• Task directions:
Each line of the material below should be reproduced exactly.

START Input data

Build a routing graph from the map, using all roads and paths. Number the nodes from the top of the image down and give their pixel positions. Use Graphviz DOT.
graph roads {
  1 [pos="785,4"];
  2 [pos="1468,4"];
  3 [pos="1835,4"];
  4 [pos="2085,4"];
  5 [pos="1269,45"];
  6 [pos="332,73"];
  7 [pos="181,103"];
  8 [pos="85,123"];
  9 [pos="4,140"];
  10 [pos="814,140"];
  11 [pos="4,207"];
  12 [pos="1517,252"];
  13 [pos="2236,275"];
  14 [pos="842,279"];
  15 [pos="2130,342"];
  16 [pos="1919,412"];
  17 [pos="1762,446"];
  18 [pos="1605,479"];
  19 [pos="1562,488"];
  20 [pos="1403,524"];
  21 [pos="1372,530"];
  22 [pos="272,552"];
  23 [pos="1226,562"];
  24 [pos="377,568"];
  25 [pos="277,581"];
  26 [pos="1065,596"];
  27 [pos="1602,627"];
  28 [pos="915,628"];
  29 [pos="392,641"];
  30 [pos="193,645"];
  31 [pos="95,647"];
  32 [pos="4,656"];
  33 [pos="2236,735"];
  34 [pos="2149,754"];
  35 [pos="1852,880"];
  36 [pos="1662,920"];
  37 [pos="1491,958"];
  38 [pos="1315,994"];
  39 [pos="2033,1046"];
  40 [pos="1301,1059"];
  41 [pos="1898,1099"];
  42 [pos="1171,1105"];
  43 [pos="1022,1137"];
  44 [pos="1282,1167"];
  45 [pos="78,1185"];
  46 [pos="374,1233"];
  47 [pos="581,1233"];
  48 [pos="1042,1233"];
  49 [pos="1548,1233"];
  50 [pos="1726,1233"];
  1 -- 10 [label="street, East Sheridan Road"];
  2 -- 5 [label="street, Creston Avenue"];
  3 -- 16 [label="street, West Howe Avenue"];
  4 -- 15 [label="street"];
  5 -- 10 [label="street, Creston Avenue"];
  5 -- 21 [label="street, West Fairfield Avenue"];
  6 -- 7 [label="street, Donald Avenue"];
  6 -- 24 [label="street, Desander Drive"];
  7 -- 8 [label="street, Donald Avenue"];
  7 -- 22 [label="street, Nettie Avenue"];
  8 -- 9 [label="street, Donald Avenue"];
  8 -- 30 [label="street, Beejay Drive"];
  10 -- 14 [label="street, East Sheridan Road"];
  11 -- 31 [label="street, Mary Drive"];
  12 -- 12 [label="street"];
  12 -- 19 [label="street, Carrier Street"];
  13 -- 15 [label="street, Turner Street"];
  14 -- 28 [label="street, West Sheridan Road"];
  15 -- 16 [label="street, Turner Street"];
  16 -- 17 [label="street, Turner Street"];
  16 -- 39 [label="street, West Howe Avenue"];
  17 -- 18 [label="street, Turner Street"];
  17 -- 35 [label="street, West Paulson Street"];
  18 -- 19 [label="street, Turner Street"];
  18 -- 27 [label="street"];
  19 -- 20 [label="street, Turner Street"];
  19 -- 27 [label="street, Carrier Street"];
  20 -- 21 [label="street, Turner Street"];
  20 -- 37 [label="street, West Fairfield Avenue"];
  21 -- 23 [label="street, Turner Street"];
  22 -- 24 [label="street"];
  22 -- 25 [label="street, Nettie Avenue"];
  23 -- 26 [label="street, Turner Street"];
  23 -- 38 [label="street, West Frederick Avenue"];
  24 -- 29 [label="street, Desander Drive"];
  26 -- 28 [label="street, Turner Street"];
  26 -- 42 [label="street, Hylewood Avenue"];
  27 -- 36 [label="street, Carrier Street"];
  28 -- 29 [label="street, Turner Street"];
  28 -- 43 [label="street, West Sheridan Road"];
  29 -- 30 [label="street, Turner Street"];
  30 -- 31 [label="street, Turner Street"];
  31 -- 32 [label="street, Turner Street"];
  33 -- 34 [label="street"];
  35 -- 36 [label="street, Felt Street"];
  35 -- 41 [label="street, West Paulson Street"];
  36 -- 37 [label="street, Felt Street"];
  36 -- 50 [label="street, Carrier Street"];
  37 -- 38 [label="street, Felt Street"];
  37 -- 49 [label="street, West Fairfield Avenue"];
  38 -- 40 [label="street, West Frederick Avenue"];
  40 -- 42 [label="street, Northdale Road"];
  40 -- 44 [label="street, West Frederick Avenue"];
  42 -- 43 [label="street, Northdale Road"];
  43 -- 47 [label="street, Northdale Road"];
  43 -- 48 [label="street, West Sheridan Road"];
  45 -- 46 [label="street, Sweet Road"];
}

END Input data

• Reply to the exercise:
Build a routing graph from the map, using all roads and paths. Number the nodes from the top of the image down and give their pixel positions. Use Graphviz DOT.
graph roads {
  1 [pos="785,4"];
  2 [pos="1468,4"];
  3 [pos="1835,4"];
  4 [pos="2085,4"];
  5 [pos="1269,45"];
  6 [pos="332,73"];
  7 [pos="181,103"];
  8 [pos="85,123"];
  9 [pos="4,140"];
  10 [pos="814,140"];
  11 [pos="4,207"];
  12 [pos="1517,252"];
  13 [pos="2236,275"];
  14 [pos="842,279"];
  15 [pos="2130,342"];
  16 [pos="1919,412"];
  17 [pos="1762,446"];
  18 [pos="1605,479"];
  19 [pos="1562,488"];
  20 [pos="1403,524"];
  21 [pos="1372,530"];
  22 [pos="272,552"];
  23 [pos="1226,562"];
  24 [pos="377,568"];
  25 [pos="277,581"];
  26 [pos="1065,596"];
  27 [pos="1602,627"];
  28 [pos="915,628"];
  29 [pos="392,641"];
  30 [pos="193,645"];
  31 [pos="95,647"];
  32 [pos="4,656"];
  33 [pos="2236,735"];
  34 [pos="2149,754"];
  35 [pos="1852,880"];
  36 [pos="1662,920"];
  37 [pos="1491,958"];
  38 [pos="1315,994"];
  39 [pos="2033,1046"];
  40 [pos="1301,1059"];
  41 [pos="1898,1099"];
  42 [pos="1171,1105"];
  43 [pos="1022,1137"];
  44 [pos="1282,1167"];
  45 [pos="78,1185"];
  46 [pos="374,1233"];
  47 [pos="581,1233"];
  48 [pos="1042,1233"];
  49 [pos="1548,1233"];
  50 [pos="1726,1233"];
  1 -- 10 [label="street, East Sheridan Road"];
  2 -- 5 [label="street, Creston Avenue"];
  3 -- 16 [label="street, West Howe Avenue"];
  4 -- 15 [label="street"];
  5 -- 10 [label="street, Creston Avenue"];
  5 -- 21 [label="street, West Fairfield Avenue"];
  6 -- 7 [label="street, Donald Avenue"];
  6 -- 24 [label="street, Desander Drive"];
  7 -- 8 [label="street, Donald Avenue"];
  7 -- 22 [label="street, Nettie Avenue"];
  8 -- 9 [label="street, Donald Avenue"];
  8 -- 30 [label="street, Beejay Drive"];
  10 -- 14 [label="street, East Sheridan Road"];
  11 -- 31 [label="street, Mary Drive"];
  12 -- 12 [label="street"];
  12 -- 19 [label="street, Carrier Street"];
  13 -- 15 [label="street, Turner Street"];
  14 -- 28 [label="street, West Sheridan Road"];
  15 -- 16 [label="street, Turner Street"];
  16 -- 17 [label="street, Turner Street"];
  16 -- 39 [label="street, West Howe Avenue"];
  17 -- 18 [label="street, Turner Street"];
  17 -- 35 [label="street, West Paulson Street"];
  18 -- 19 [label="street, Turner Street"];
  18 -- 27 [label="street"];
  19 -- 20 [label="street, Turner Street"];
  19 -- 27 [label="street, Carrier Street"];
  20 -- 21 [label="street, Turner Street"];
  20 -- 37 [label="street, West Fairfield Avenue"];
  21 -- 23 [label="street, Turner Street"];
  22 -- 24 [label="street"];
  22 -- 25 [label="street, Nettie Avenue"];
  23 -- 26 [label="street, Turner Street"];
  23 -- 38 [label="street, West Frederick Avenue"];
  24 -- 29 [label="street, Desander Drive"];
  26 -- 28 [label="street, Turner Street"];
  26 -- 42 [label="street, Hylewood Avenue"];
  27 -- 36 [label="street, Carrier Street"];
  28 -- 29 [label="street, Turner Street"];
  28 -- 43 [label="street, West Sheridan Road"];
  29 -- 30 [label="street, Turner Street"];
  30 -- 31 [label="street, Turner Street"];
  31 -- 32 [label="street, Turner Street"];
  33 -- 34 [label="street"];
  35 -- 36 [label="street, Felt Street"];
  35 -- 41 [label="street, West Paulson Street"];
  36 -- 37 [label="street, Felt Street"];
  36 -- 50 [label="street, Carrier Street"];
  37 -- 38 [label="street, Felt Street"];
  37 -- 49 [label="street, West Fairfield Avenue"];
  38 -- 40 [label="street, West Frederick Avenue"];
  40 -- 42 [label="street, Northdale Road"];
  40 -- 44 [label="street, West Frederick Avenue"];
  42 -- 43 [label="street, Northdale Road"];
  43 -- 47 [label="street, Northdale Road"];
  43 -- 48 [label="street, West Sheridan Road"];
  45 -- 46 [label="street, Sweet Road"];
}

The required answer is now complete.